Ann Rehabil Med ; 41(1): 42-50, 2017 Feb.
Artigo em Inglês | MEDLINE | ID: mdl-28289634

RESUMO

OBJECTIVE: To investigate the factors affecting prognosis of extracorporeal shockwave therapy (ESWT) for chronic refractory Achilles tendinopathy (AT). METHODS: Thirty-six patients (48 consecutive feet) with chronic AT (>6 months) and who underwent ESWT for 'poor' or 'fair' grade in Roles-Maudsley Score (RMS) after unsuccessful conservative treatment were included in the present study. A maximum of 12 sessions of ESWT were conducted until treatment success: RMS reached 'good' or 'excellent'. Termination of ESWT for no response, or 'poor' or 'fair' grade was regarded as treatment failure. Immediate outcome, long-term outcome (telephone interview after mean 26 months), and factors affecting treatment success were analyzed. RESULTS: Numeric Rating Scale was significantly decreased at immediate and long-term follow-up. Success rate was 71.1% and 90.3%, respectively. Univariate logistic regression identified that immediate treatment success was associated with retrocalcaneal enthesophyte on X-ray (odds ratio [OR], 0.06; 95% confidence interval [CI], 0.01-0.28), pretreatment abnormal ultrasonography echogenicity within Achilles tendon (OR, 18.89; 95% CI, 2.08-171.96), mean duration of 'post-treatment soreness' (OR, 0.55; 95% CI, 0.33-0.94), and duration of 'post-treatment soreness after first ESWT' (OR, 0.06; 95% CI, 0.01-0.34). The duration of 'post-treatment soreness after first ESWT' was found to be the only factor associated with long-term success (OR, 0.32; 95% CI, 0.10-0.99).

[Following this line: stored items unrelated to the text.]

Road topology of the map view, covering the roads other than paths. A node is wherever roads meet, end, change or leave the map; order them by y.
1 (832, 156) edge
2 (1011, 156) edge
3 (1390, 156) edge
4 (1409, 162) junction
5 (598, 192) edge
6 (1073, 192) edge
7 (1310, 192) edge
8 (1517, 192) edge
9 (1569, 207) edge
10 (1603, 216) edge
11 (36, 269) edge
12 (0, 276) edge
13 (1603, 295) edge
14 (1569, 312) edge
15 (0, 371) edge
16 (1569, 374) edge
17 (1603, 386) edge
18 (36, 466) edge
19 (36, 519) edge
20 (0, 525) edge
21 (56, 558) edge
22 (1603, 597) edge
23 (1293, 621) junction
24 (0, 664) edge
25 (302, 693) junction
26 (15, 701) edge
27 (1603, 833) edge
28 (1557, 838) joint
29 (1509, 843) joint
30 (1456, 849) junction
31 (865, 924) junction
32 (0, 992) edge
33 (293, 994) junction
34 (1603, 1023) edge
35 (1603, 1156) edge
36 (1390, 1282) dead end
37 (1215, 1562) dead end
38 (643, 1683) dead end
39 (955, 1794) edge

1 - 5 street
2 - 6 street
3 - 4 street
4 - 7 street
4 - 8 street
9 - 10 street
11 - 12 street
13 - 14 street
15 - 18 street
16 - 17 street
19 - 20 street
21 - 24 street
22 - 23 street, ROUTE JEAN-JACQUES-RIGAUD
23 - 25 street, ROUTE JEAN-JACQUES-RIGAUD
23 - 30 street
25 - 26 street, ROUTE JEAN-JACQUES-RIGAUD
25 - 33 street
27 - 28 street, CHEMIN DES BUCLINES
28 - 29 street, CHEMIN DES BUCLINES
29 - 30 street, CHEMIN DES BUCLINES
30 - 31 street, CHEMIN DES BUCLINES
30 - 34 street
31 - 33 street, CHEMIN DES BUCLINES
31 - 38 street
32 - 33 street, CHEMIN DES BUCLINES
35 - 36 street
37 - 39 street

CONCLUSION: ESWT appears to be effective in achieving long-term success in chronic refractory AT. Immediate success was associated with absence of retrocalcaneal enthesophyte on X-ray, presence of pretreatment abnormal ultrasonography echogenicity, shorter mean duration of 'post-treatment soreness', and shorter duration of 'post-treatment soreness after first ESWT'. The shorter duration of 'post-treatment soreness after first ESWT' was identified as the only positive prognostic parameter in achieving long-term success.